- PROBLEM DESCRIPTION:
Within the entries below, how many lines carry the word "Аграрная"? State the number and stop.

INFORMATION SUPPLIED Start Marker

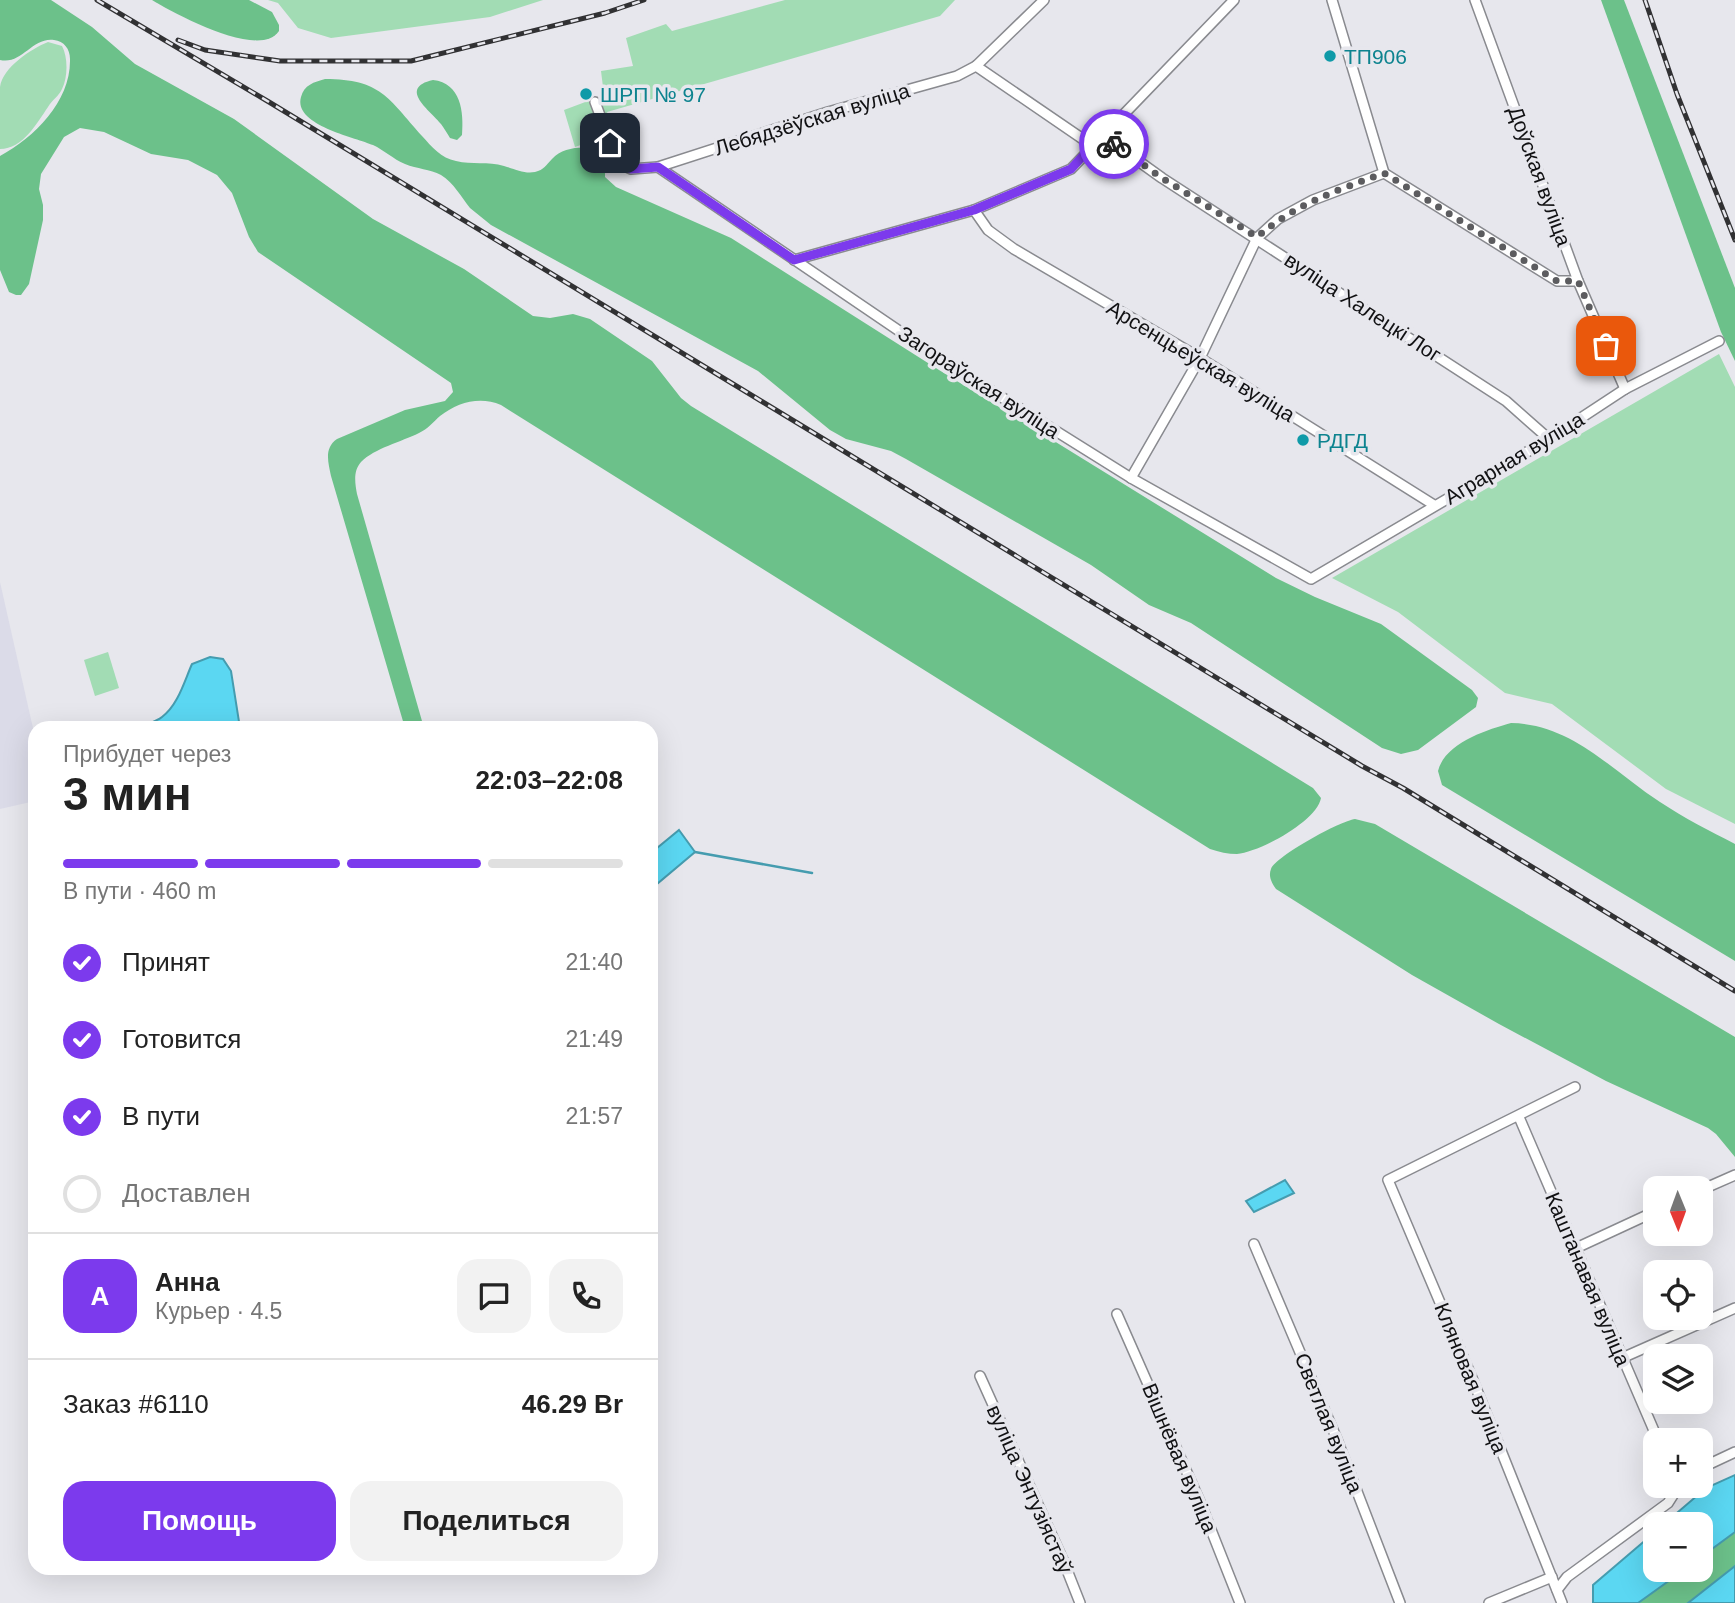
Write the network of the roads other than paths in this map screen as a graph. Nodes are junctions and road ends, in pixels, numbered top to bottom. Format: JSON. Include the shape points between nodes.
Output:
{"nodes":[{"id":1,"x":1044,"y":0,"type":"edge"},
{"id":2,"x":1234,"y":0,"type":"edge"},
{"id":3,"x":1332,"y":0,"type":"edge"},
{"id":4,"x":1475,"y":0,"type":"edge"},
{"id":5,"x":976,"y":66,"type":"junction"},
{"id":6,"x":595,"y":102,"type":"dead end"},
{"id":7,"x":1102,"y":135,"type":"junction"},
{"id":8,"x":1093,"y":146,"type":"junction"},
{"id":9,"x":658,"y":167,"type":"junction"},
{"id":10,"x":1384,"y":173,"type":"junction"},
{"id":11,"x":974,"y":210,"type":"junction"},
{"id":12,"x":1257,"y":237,"type":"junction"},
{"id":13,"x":794,"y":260,"type":"junction"},
{"id":14,"x":1578,"y":281,"type":"junction"},
{"id":15,"x":1719,"y":341,"type":"dead end"},
{"id":16,"x":1200,"y":358,"type":"junction"},
{"id":17,"x":1625,"y":389,"type":"junction"},
{"id":18,"x":1549,"y":439,"type":"junction"},
{"id":19,"x":1131,"y":478,"type":"junction"},
{"id":20,"x":1434,"y":505,"type":"junction"},
{"id":21,"x":1311,"y":579,"type":"joint"},
{"id":22,"x":1575,"y":1087,"type":"dead end"},
{"id":23,"x":1519,"y":1117,"type":"junction"},
{"id":24,"x":1735,"y":1175,"type":"edge"},
{"id":25,"x":1713,"y":1185,"type":"edge"},
{"id":26,"x":1643,"y":1217,"type":"edge"},
{"id":27,"x":1254,"y":1244,"type":"dead end"},
{"id":28,"x":1574,"y":1248,"type":"junction"},
{"id":29,"x":1735,"y":1308,"type":"edge"},
{"id":30,"x":1117,"y":1314,"type":"dead end"},
{"id":31,"x":1622,"y":1357,"type":"junction"},
{"id":32,"x":979,"y":1376,"type":"dead end"},
{"id":33,"x":1653,"y":1428,"type":"edge"},
{"id":34,"x":1735,"y":1452,"type":"edge"},
{"id":35,"x":1713,"y":1462,"type":"edge"},
{"id":36,"x":1671,"y":1498,"type":"edge"},
{"id":37,"x":1552,"y":1577,"type":"junction"},
{"id":38,"x":1557,"y":1590,"type":"junction"},
{"id":39,"x":1080,"y":1603,"type":"edge"},
{"id":40,"x":1240,"y":1603,"type":"edge"},
{"id":41,"x":1400,"y":1603,"type":"edge"},
{"id":42,"x":1489,"y":1603,"type":"edge"},
{"id":43,"x":1562,"y":1603,"type":"edge"}],
"edges":[{"from":1,"to":5,"type":"street","name":"Лебядзёўская вуліца"},
{"from":2,"to":7,"type":"street"},
{"from":3,"to":10,"type":"street"},
{"from":4,"to":14,"type":"street","name":"Доўская вуліца"},
{"from":5,"to":8,"type":"street"},
{"from":5,"to":9,"type":"street","name":"Лебядзёўская вуліца","via":[[957,76]]},
{"from":6,"to":9,"type":"street","name":"Лебядзёўская вуліца","via":[[618,163],[631,169]]},
{"from":7,"to":8,"type":"street"},
{"from":7,"to":12,"type":"street","name":"вуліца Халецкі Лог"},
{"from":8,"to":11,"type":"street","via":[[1071,169]]},
{"from":9,"to":13,"type":"street","name":"Загораўская вуліца"},
{"from":10,"to":12,"type":"street","via":[[1313,200]]},
{"from":10,"to":14,"type":"street","via":[[1557,281]]},
{"from":11,"to":13,"type":"street"},
{"from":11,"to":16,"type":"street","name":"Арсенцьеўская вуліца","via":[[988,229],[1014,249]]},
{"from":12,"to":16,"type":"street"},
{"from":12,"to":18,"type":"street","name":"вуліца Халецкі Лог","via":[[1506,401]]},
{"from":13,"to":19,"type":"street","name":"Загораўская вуліца","via":[[939,358]]},
{"from":14,"to":17,"type":"street","name":"Доўская вуліца"},
{"from":15,"to":17,"type":"street","name":"Аграрная вуліца"},
{"from":16,"to":19,"type":"street"},
{"from":16,"to":20,"type":"street","name":"Арсенцьеўская вуліца"},
{"from":17,"to":18,"type":"street","name":"Аграрная вуліца"},
{"from":18,"to":20,"type":"street","name":"Аграрная вуліца"},
{"from":19,"to":21,"type":"street","name":"Загораўская вуліца"},
{"from":20,"to":21,"type":"street","name":"Аграрная вуліца"},
{"from":22,"to":23,"type":"street"},
{"from":23,"to":28,"type":"street","name":"Каштанавая вуліца"},
{"from":23,"to":37,"type":"street","name":"Кляновая вуліца","via":[[1388,1180]]},
{"from":24,"to":25,"type":"street"},
{"from":26,"to":28,"type":"street"},
{"from":27,"to":41,"type":"street","name":"Светлая вуліца"},
{"from":28,"to":31,"type":"street","name":"Каштанавая вуліца"},
{"from":29,"to":31,"type":"street"},
{"from":30,"to":40,"type":"street","name":"Вішнёвая вуліца"},
{"from":31,"to":33,"type":"street","name":"Каштанавая вуліца"},
{"from":32,"to":39,"type":"street","name":"вуліца Энтузіястаў"},
{"from":34,"to":35,"type":"street"},
{"from":36,"to":38,"type":"street","via":[[1567,1577]]},
{"from":37,"to":38,"type":"street","name":"Кляновая вуліца"},
{"from":37,"to":42,"type":"street"},
{"from":38,"to":43,"type":"street","name":"Кляновая вуліца"}]}
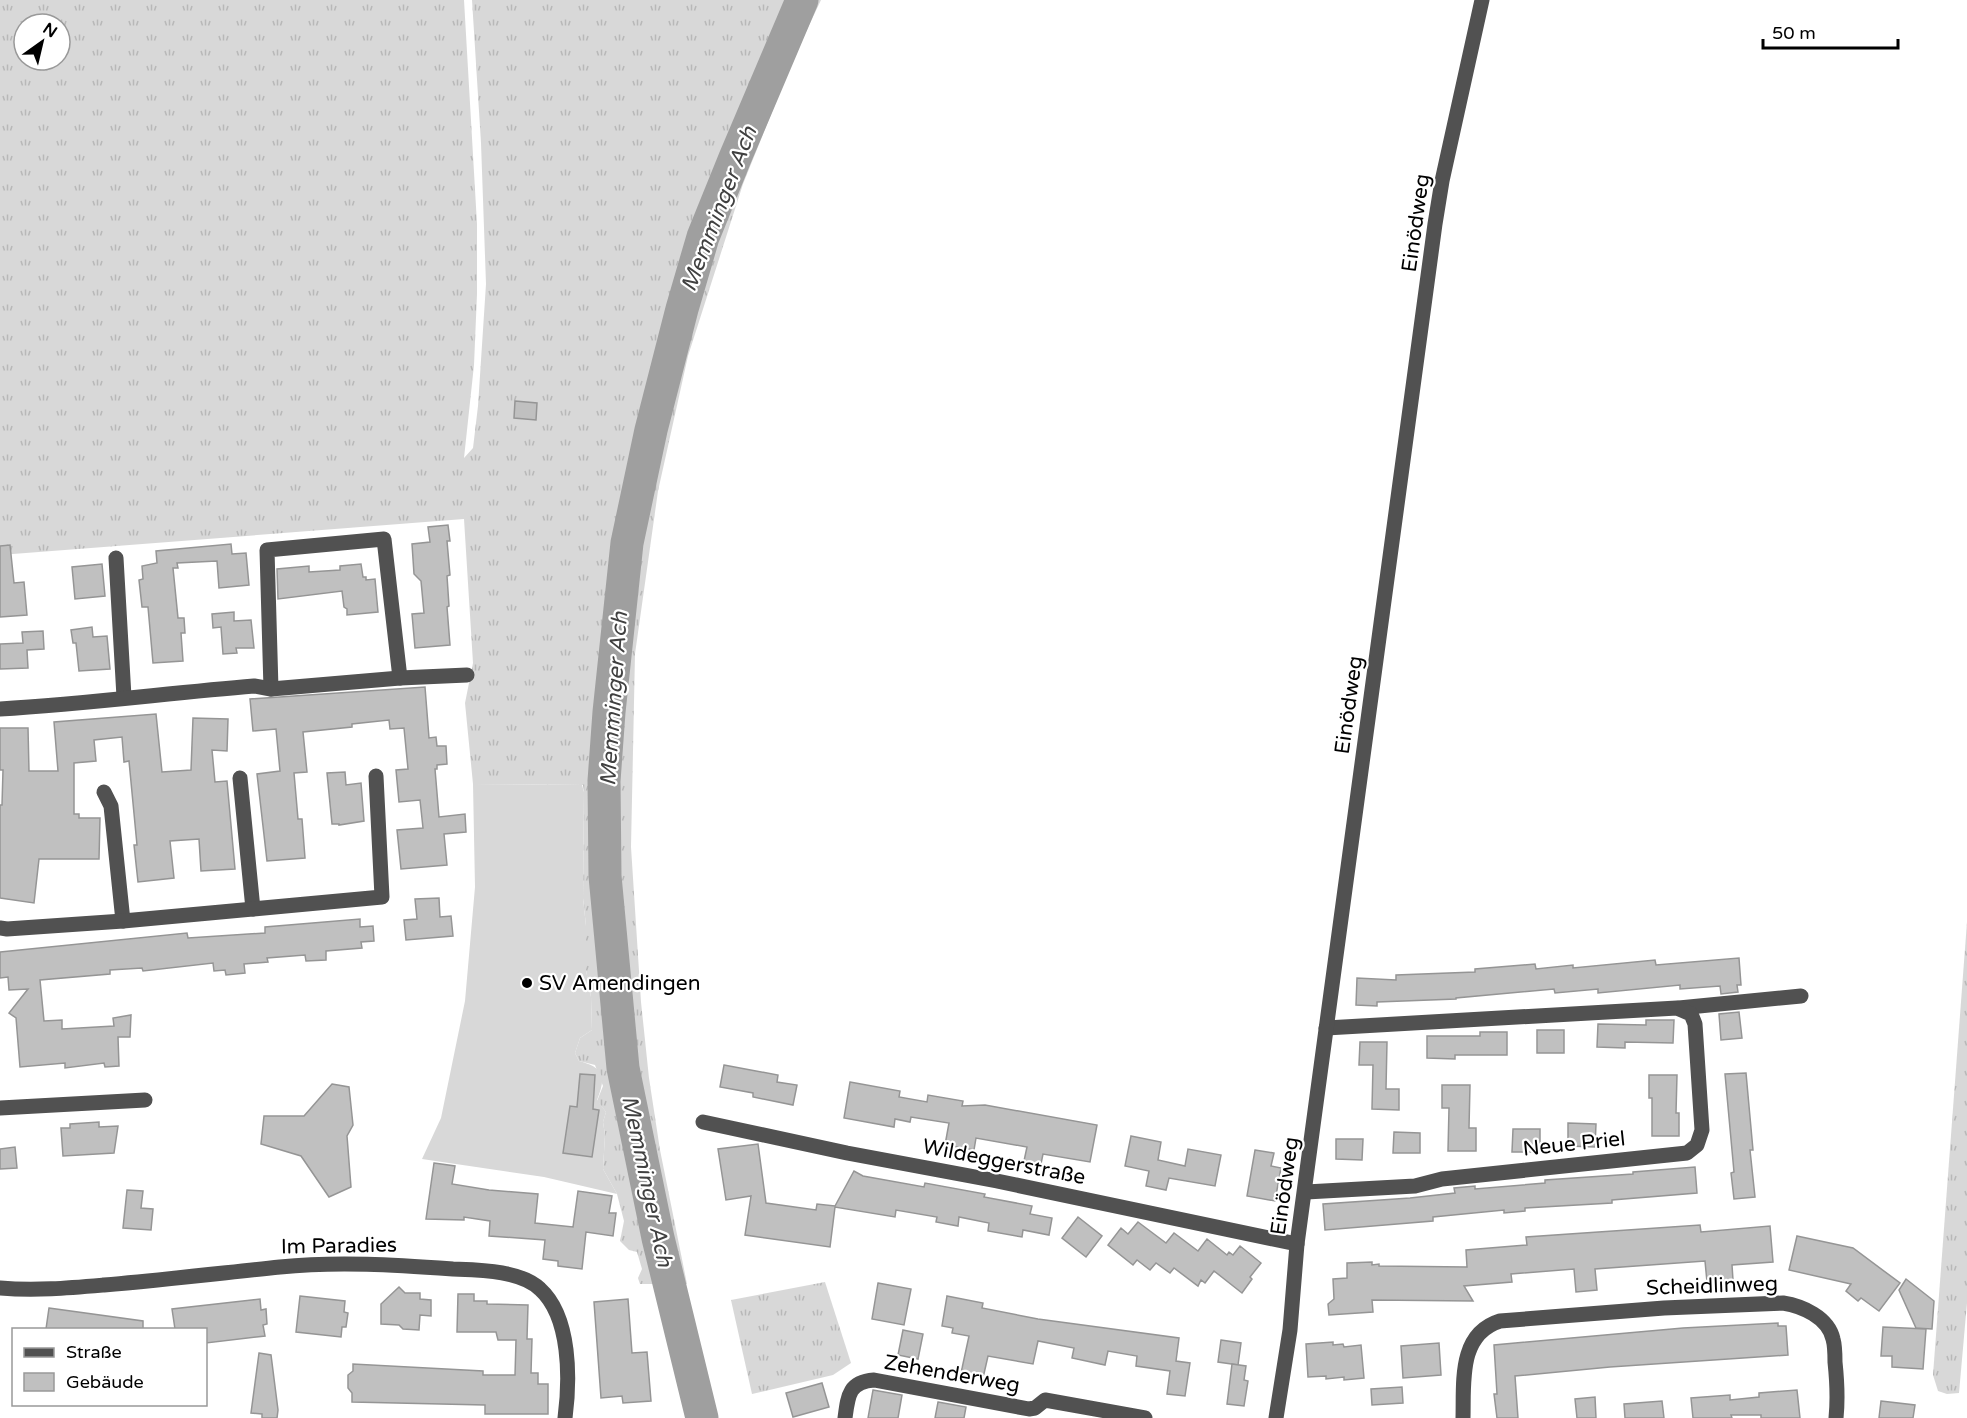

INFORMATION SUPPLIED End Marker

- ANSWER BOX:
4